SQL Server
Integration Services – The new ETL paradigm
Recently I decided I
wanted to write an article concerned with SQL Server Integration
Services 2005 (SSIS) for publication on SQLServerCentral.com and was
trying to decide what the content should be. Checkpoints, event
handlers, the new expression language, Foreach Loop enumerators,
fuzzy matching, package migration… loads of possibilities and
all things that I hope to explore in the future. It occurred to me
however that much of the audience for this article wouldn’t be
able to relate to it because they hasn’t yet used or even seen
SSIS; they would have no frame of reference.
For this reason I
figured an article introducing the fundamental concept of SSIS would
be more useful to existing users of Data Transformation Services
(DTS), for that is the product that SSIS is replacing. There have
been a few high level articles up to now about some of the new
features of SSIS but I wanted this article to delve deeper into the
detail and explore the fundamental differences between SSIS and DTS
from an ETL developer’s perspective.
In my opinion the
biggest fundamental difference between DTS and SSIS is that in the
latter workflow management has been separated from data manipulation.
This is a key paradigm shift and is what I want to try and illustrate
here.
In DTS these 2 very
different concepts of ETL were built in the same place, on the same
design surface. The following screenshot illustrates this.

DTS users will
recognize what we have here.
3 data pumps that
move data between ‘source’ and ‘destination’.
In the real world scenario I am modeling this is 3 dimension tables
called DIM_PRODUCT, DIM_CUSTOMER and DIM_TIME.
A data pump that
moves data between ‘source2’ and ‘destination2’.
In the real world scenario I am modeling this a fact table called
FACT_SALES.
An OnSuccess
precedence constraint to ensure that the fact table population
occurs after the 3 dimension table populations because the fact
table requires surrogate keys from those dimension tables.
Data pumps are data
manipulations and precedence constraints form the workflow of a DTS
package. As stated these are both built on the same design surface.
Now let’s look at what this would look like in SSIS. Each of the data manipulations would be built separately in the data-flow designer which would, in effect, give us 4 different objects that we can place into a workflow.
N.B. SSIS data-flows are analogous to DTS data pumps
First we have a data-flow called “Load DIM_PRODUCT” that populates our
DIM_PRODUCT table.

Let’s take a quick look at what we have here:
A connection to a
database server (not necessarily SQL Server) called “localhost
tempdb”
An object
representing a table called STG_PRODUCT that sits on “localhost
tempdb”
An object
representing a table called DIM_PRODUCT that sits on “localhost
tempdb”
A green arrow
representing data flowing from STG_PRODUCT to DIM_PRODUCT
A user-defined
name for our data-flow: “Load DIM_PRODUCT”
Note that data flows
between abstracted sources and destinations which do not contain
connectivity information.

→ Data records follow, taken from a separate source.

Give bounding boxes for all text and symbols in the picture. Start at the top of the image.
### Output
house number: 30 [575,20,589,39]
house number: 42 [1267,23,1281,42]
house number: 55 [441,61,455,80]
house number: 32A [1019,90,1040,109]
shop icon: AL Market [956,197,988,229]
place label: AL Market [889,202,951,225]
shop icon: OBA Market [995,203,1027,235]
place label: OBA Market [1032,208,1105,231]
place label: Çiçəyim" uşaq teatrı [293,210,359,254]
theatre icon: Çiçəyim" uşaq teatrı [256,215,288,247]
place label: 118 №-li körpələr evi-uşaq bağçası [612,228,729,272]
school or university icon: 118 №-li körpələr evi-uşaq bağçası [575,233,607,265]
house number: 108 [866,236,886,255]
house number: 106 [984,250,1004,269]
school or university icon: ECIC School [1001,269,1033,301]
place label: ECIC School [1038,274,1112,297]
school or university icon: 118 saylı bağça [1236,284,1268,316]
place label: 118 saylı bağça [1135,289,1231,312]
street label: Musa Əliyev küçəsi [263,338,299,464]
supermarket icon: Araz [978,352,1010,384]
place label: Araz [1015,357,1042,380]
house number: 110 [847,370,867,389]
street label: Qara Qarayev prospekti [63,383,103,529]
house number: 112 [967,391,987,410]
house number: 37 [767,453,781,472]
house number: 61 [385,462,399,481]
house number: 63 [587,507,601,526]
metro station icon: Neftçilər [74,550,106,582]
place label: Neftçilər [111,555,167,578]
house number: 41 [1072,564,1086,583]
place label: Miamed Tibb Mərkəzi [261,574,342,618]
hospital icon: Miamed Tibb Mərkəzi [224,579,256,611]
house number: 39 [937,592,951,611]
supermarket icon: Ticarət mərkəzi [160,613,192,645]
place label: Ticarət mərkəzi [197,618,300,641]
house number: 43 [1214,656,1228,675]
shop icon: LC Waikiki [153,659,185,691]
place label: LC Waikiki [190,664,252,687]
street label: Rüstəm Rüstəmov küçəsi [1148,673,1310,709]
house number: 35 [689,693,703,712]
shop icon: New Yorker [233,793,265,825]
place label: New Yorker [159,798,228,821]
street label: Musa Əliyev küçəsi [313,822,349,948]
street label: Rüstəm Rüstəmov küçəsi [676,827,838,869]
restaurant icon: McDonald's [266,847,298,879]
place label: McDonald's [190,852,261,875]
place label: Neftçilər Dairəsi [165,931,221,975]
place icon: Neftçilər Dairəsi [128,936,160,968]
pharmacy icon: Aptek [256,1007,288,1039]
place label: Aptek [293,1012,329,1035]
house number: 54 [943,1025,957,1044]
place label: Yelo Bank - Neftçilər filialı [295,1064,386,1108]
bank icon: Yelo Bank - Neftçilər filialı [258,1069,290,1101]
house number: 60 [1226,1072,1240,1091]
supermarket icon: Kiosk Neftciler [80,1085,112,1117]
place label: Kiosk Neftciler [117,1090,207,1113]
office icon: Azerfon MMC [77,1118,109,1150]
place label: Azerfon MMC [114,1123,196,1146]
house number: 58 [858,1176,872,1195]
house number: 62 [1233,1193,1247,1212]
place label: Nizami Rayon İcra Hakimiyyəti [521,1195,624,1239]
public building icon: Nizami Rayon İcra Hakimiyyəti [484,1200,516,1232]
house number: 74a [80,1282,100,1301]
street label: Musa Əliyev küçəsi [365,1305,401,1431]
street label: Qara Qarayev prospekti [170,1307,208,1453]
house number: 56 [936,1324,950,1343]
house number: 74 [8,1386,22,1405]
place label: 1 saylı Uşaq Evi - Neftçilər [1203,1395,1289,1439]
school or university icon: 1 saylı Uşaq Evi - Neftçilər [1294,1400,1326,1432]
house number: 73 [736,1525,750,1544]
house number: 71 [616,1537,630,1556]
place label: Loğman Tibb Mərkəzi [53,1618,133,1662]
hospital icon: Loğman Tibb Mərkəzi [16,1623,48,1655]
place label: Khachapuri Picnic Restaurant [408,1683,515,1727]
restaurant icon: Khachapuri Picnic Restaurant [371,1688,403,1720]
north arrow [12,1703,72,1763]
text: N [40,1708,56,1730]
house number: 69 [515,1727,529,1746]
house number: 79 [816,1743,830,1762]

Instead they contain a reference to a
connection manager (“localhost tempdb”) that defines
physically where the data sources and destinations are. In this case
the source and destination are on the same server so only one
connection manager is required. Compare this to the DTS package
illustrated previously where, in the interests of clarity, I had to
define multiple connection objects that all reference the same
server.
The data-flows for
populating DIM_CUSTOMER and DIM_TIME are very similar to this so I am
not going to show them here.
We also need a
data-flow to populate our fact table FACT_SALES.

This data-flow looks a
lot more complicated than it actually is. All it does is to join the
fact data (in STG_SALES) to the dimension tables in order to get the
surrogate keys for insertion into the fact table.
We now have 4 data-flows that we join together into a workflow. In SSIS a workflow is called a control-flow. A control-flow links together our modular data-flows as a series of operations in order to achieve a desired result. In this case our control-flow looks like this:

In the case of a control-flow the arrows are precedence constraints whereas in a data-flow they literally represent a flow of data. SSIS precedence constraints are just about the only objects that have been migrated from DTS in essentially the same form, although they have been improved in SSIS.
Some things to note about the control-flow:
Conclusion
The aim of this article is to demonstrate how SSIS has separated data-flow from control-flow which is the most obvious change that DTS developers will encounter when they first start to build SSIS packages. It is important to understand this new ETL paradigm in order to start down the path of
being an SSIS developer.
You can download the SSIS package I have built in conjunction with this article. It should help to demo the concepts that I am talking about here. Note that this was built in a pre-RTM version of SQL Server 2005 called IDW11 which was released in December 2004.